WORKING DATA:

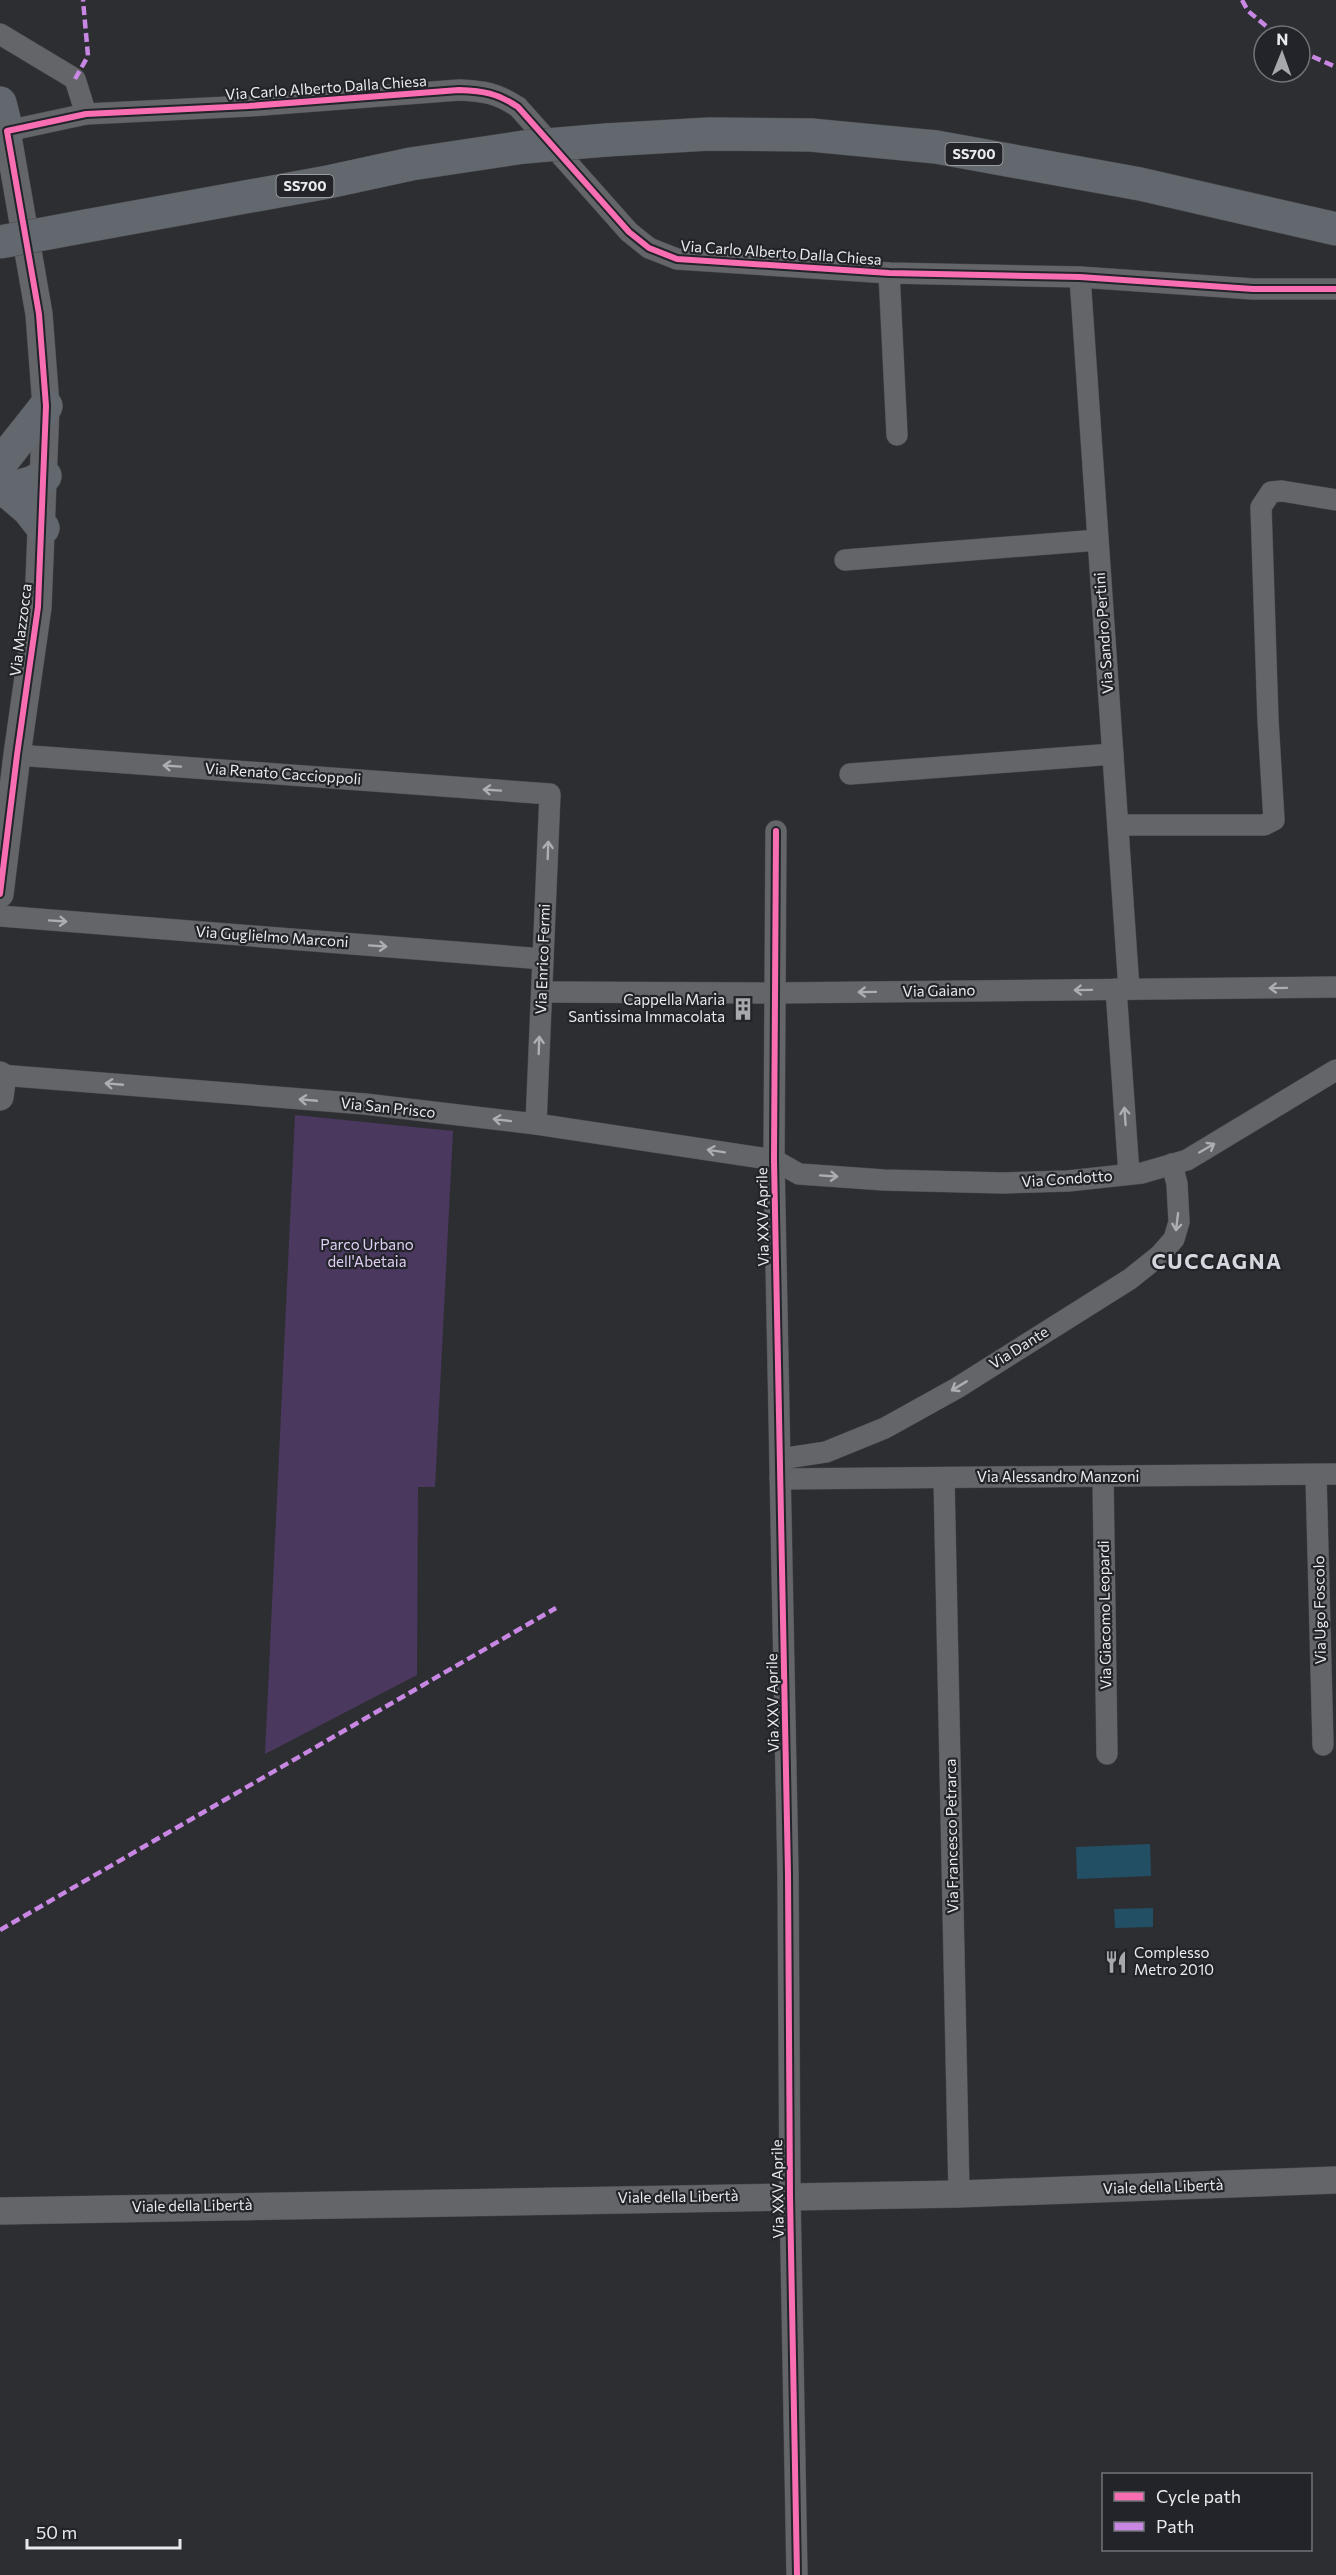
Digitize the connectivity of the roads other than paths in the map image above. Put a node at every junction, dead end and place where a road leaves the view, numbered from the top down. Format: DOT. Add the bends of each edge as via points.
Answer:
graph roads {
  1 [pos="0,34"];
  2 [pos="86,114"];
  3 [pos="3,117"];
  4 [pos="1336,229"];
  5 [pos="0,242"];
  6 [pos="890,273"];
  7 [pos="1080,278"];
  8 [pos="1336,289"];
  9 [pos="46,406"];
  10 [pos="897,435"];
  11 [pos="45,476"];
  12 [pos="2,477"];
  13 [pos="1336,500"];
  14 [pos="43,528"];
  15 [pos="1098,540"];
  16 [pos="845,560"];
  17 [pos="1113,754"];
  18 [pos="17,755"];
  19 [pos="850,774"];
  20 [pos="550,794"];
  21 [pos="1118,825"];
  22 [pos="776,831"];
  23 [pos="0,894"];
  24 [pos="0,916"];
  25 [pos="543,959"];
  26 [pos="1336,987"];
  27 [pos="1123,989"];
  28 [pos="542,992"];
  29 [pos="774,993"];
  30 [pos="1336,1070"];
  31 [pos="0,1075"];
  32 [pos="0,1096"];
  33 [pos="536,1124"];
  34 [pos="774,1160"];
  35 [pos="1172,1164"];
  36 [pos="1129,1174"];
  37 [pos="780,1469"];
  38 [pos="1326,1475"];
  39 [pos="1103,1476"];
  40 [pos="944,1478"];
  41 [pos="1323,1745"];
  42 [pos="1107,1754"];
  43 [pos="1336,2180"];
  44 [pos="959,2194"];
  45 [pos="790,2196"];
  46 [pos="6,2207"];
  47 [pos="797,2575"];
  1 -- 2 [label="street" via="75,79"];
  2 -- 3 [label="street, Via Carlo Alberto Dalla Chiesa"];
  2 -- 6 [label="street, Via Carlo Alberto Dalla Chiesa" via="482,91 501,96 518,107 629,232 649,248 677,259"];
  3 -- 9 [label="street, Via Mazzocca" via="39,314"];
  4 -- 5 [label="highway, SS700, bridge" via="1140,184 936,147 811,135 709,134 524,147 411,164"];
  6 -- 7 [label="street, Via Carlo Alberto Dalla Chiesa"];
  6 -- 10 [label="street"];
  7 -- 8 [label="street, Via Carlo Alberto Dalla Chiesa" via="1253,289"];
  7 -- 15 [label="street, Via Sandro Pertini"];
  9 -- 11 [label="street, Via Mazzocca"];
  9 -- 12 [label="highway"];
  11 -- 12 [label="highway"];
  11 -- 14 [label="street, Via Mazzocca"];
  12 -- 14 [label="highway"];
  13 -- 21 [label="street" via="1271,492 1261,507 1274,820 1264,825"];
  14 -- 18 [label="street, Via Mazzocca" via="38,607"];
  15 -- 16 [label="street"];
  15 -- 17 [label="street, Via Sandro Pertini"];
  17 -- 19 [label="street"];
  17 -- 21 [label="street, Via Sandro Pertini"];
  20 -- 18 [label="street, Via Renato Caccioppoli, one-way"];
  18 -- 23 [label="street, Via Mazzocca"];
  25 -- 20 [label="street, Via Enrico Fermi, one-way"];
  21 -- 27 [label="street, Via Sandro Pertini"];
  22 -- 29 [label="street, Via XXV Aprile"];
  24 -- 25 [label="street, Via Guglielmo Marconi, one-way"];
  25 -- 28 [label="street, Via Enrico Fermi"];
  26 -- 27 [label="street, Via Gaiano, one-way"];
  27 -- 29 [label="street, Via Gaiano, one-way"];
  36 -- 27 [label="street, Via Sandro Pertini, one-way"];
  28 -- 29 [label="street, Via Gaiano"];
  33 -- 28 [label="street, Via Enrico Fermi, one-way"];
  29 -- 34 [label="street, Via XXV Aprile"];
  35 -- 30 [label="street, Via Condotto, one-way" via="1187,1160"];
  31 -- 32 [label="street"];
  33 -- 31 [label="street, Via San Prisco, one-way" via="365,1104"];
  34 -- 33 [label="street, Via San Prisco, one-way"];
  34 -- 36 [label="street, Via Condotto, one-way" via="799,1174 884,1180 1003,1183"];
  34 -- 37 [label="street, Via XXV Aprile"];
  35 -- 36 [label="street, Via Condotto"];
  35 -- 37 [label="street, Via Dante, one-way" via="1179,1222 1174,1239 1130,1279 957,1388 885,1428"];
  37 -- 40 [label="street, Via Alessandro Manzoni"];
  37 -- 45 [label="street, Via XXV Aprile"];
  38 -- 39 [label="street, Via Alessandro Manzoni"];
  38 -- 41 [label="street, Via Ugo Foscolo"];
  39 -- 40 [label="street, Via Alessandro Manzoni"];
  39 -- 42 [label="street, Via Giacomo Leopardi"];
  40 -- 44 [label="street, Via Francesco Petrarca"];
  43 -- 44 [label="street, Viale della Libertà"];
  44 -- 45 [label="street, Viale della Libertà"];
  45 -- 46 [label="street, Viale della Libertà"];
  45 -- 47 [label="street, Via XXV Aprile"];
}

ACTION ITEM: Repeat each line of the records exactly. Do not include the pictures.

THE ANSWER:
Digitize the connectivity of the roads other than paths in the map image above. Put a node at every junction, dead end and place where a road leaves the view, numbered from the top down. Format: DOT. Add the bends of each edge as via points.
Answer:
graph roads {
  1 [pos="0,34"];
  2 [pos="86,114"];
  3 [pos="3,117"];
  4 [pos="1336,229"];
  5 [pos="0,242"];
  6 [pos="890,273"];
  7 [pos="1080,278"];
  8 [pos="1336,289"];
  9 [pos="46,406"];
  10 [pos="897,435"];
  11 [pos="45,476"];
  12 [pos="2,477"];
  13 [pos="1336,500"];
  14 [pos="43,528"];
  15 [pos="1098,540"];
  16 [pos="845,560"];
  17 [pos="1113,754"];
  18 [pos="17,755"];
  19 [pos="850,774"];
  20 [pos="550,794"];
  21 [pos="1118,825"];
  22 [pos="776,831"];
  23 [pos="0,894"];
  24 [pos="0,916"];
  25 [pos="543,959"];
  26 [pos="1336,987"];
  27 [pos="1123,989"];
  28 [pos="542,992"];
  29 [pos="774,993"];
  30 [pos="1336,1070"];
  31 [pos="0,1075"];
  32 [pos="0,1096"];
  33 [pos="536,1124"];
  34 [pos="774,1160"];
  35 [pos="1172,1164"];
  36 [pos="1129,1174"];
  37 [pos="780,1469"];
  38 [pos="1326,1475"];
  39 [pos="1103,1476"];
  40 [pos="944,1478"];
  41 [pos="1323,1745"];
  42 [pos="1107,1754"];
  43 [pos="1336,2180"];
  44 [pos="959,2194"];
  45 [pos="790,2196"];
  46 [pos="6,2207"];
  47 [pos="797,2575"];
  1 -- 2 [label="street" via="75,79"];
  2 -- 3 [label="street, Via Carlo Alberto Dalla Chiesa"];
  2 -- 6 [label="street, Via Carlo Alberto Dalla Chiesa" via="482,91 501,96 518,107 629,232 649,248 677,259"];
  3 -- 9 [label="street, Via Mazzocca" via="39,314"];
  4 -- 5 [label="highway, SS700, bridge" via="1140,184 936,147 811,135 709,134 524,147 411,164"];
  6 -- 7 [label="street, Via Carlo Alberto Dalla Chiesa"];
  6 -- 10 [label="street"];
  7 -- 8 [label="street, Via Carlo Alberto Dalla Chiesa" via="1253,289"];
  7 -- 15 [label="street, Via Sandro Pertini"];
  9 -- 11 [label="street, Via Mazzocca"];
  9 -- 12 [label="highway"];
  11 -- 12 [label="highway"];
  11 -- 14 [label="street, Via Mazzocca"];
  12 -- 14 [label="highway"];
  13 -- 21 [label="street" via="1271,492 1261,507 1274,820 1264,825"];
  14 -- 18 [label="street, Via Mazzocca" via="38,607"];
  15 -- 16 [label="street"];
  15 -- 17 [label="street, Via Sandro Pertini"];
  17 -- 19 [label="street"];
  17 -- 21 [label="street, Via Sandro Pertini"];
  20 -- 18 [label="street, Via Renato Caccioppoli, one-way"];
  18 -- 23 [label="street, Via Mazzocca"];
  25 -- 20 [label="street, Via Enrico Fermi, one-way"];
  21 -- 27 [label="street, Via Sandro Pertini"];
  22 -- 29 [label="street, Via XXV Aprile"];
  24 -- 25 [label="street, Via Guglielmo Marconi, one-way"];
  25 -- 28 [label="street, Via Enrico Fermi"];
  26 -- 27 [label="street, Via Gaiano, one-way"];
  27 -- 29 [label="street, Via Gaiano, one-way"];
  36 -- 27 [label="street, Via Sandro Pertini, one-way"];
  28 -- 29 [label="street, Via Gaiano"];
  33 -- 28 [label="street, Via Enrico Fermi, one-way"];
  29 -- 34 [label="street, Via XXV Aprile"];
  35 -- 30 [label="street, Via Condotto, one-way" via="1187,1160"];
  31 -- 32 [label="street"];
  33 -- 31 [label="street, Via San Prisco, one-way" via="365,1104"];
  34 -- 33 [label="street, Via San Prisco, one-way"];
  34 -- 36 [label="street, Via Condotto, one-way" via="799,1174 884,1180 1003,1183"];
  34 -- 37 [label="street, Via XXV Aprile"];
  35 -- 36 [label="street, Via Condotto"];
  35 -- 37 [label="street, Via Dante, one-way" via="1179,1222 1174,1239 1130,1279 957,1388 885,1428"];
  37 -- 40 [label="street, Via Alessandro Manzoni"];
  37 -- 45 [label="street, Via XXV Aprile"];
  38 -- 39 [label="street, Via Alessandro Manzoni"];
  38 -- 41 [label="street, Via Ugo Foscolo"];
  39 -- 40 [label="street, Via Alessandro Manzoni"];
  39 -- 42 [label="street, Via Giacomo Leopardi"];
  40 -- 44 [label="street, Via Francesco Petrarca"];
  43 -- 44 [label="street, Viale della Libertà"];
  44 -- 45 [label="street, Viale della Libertà"];
  45 -- 46 [label="street, Viale della Libertà"];
  45 -- 47 [label="street, Via XXV Aprile"];
}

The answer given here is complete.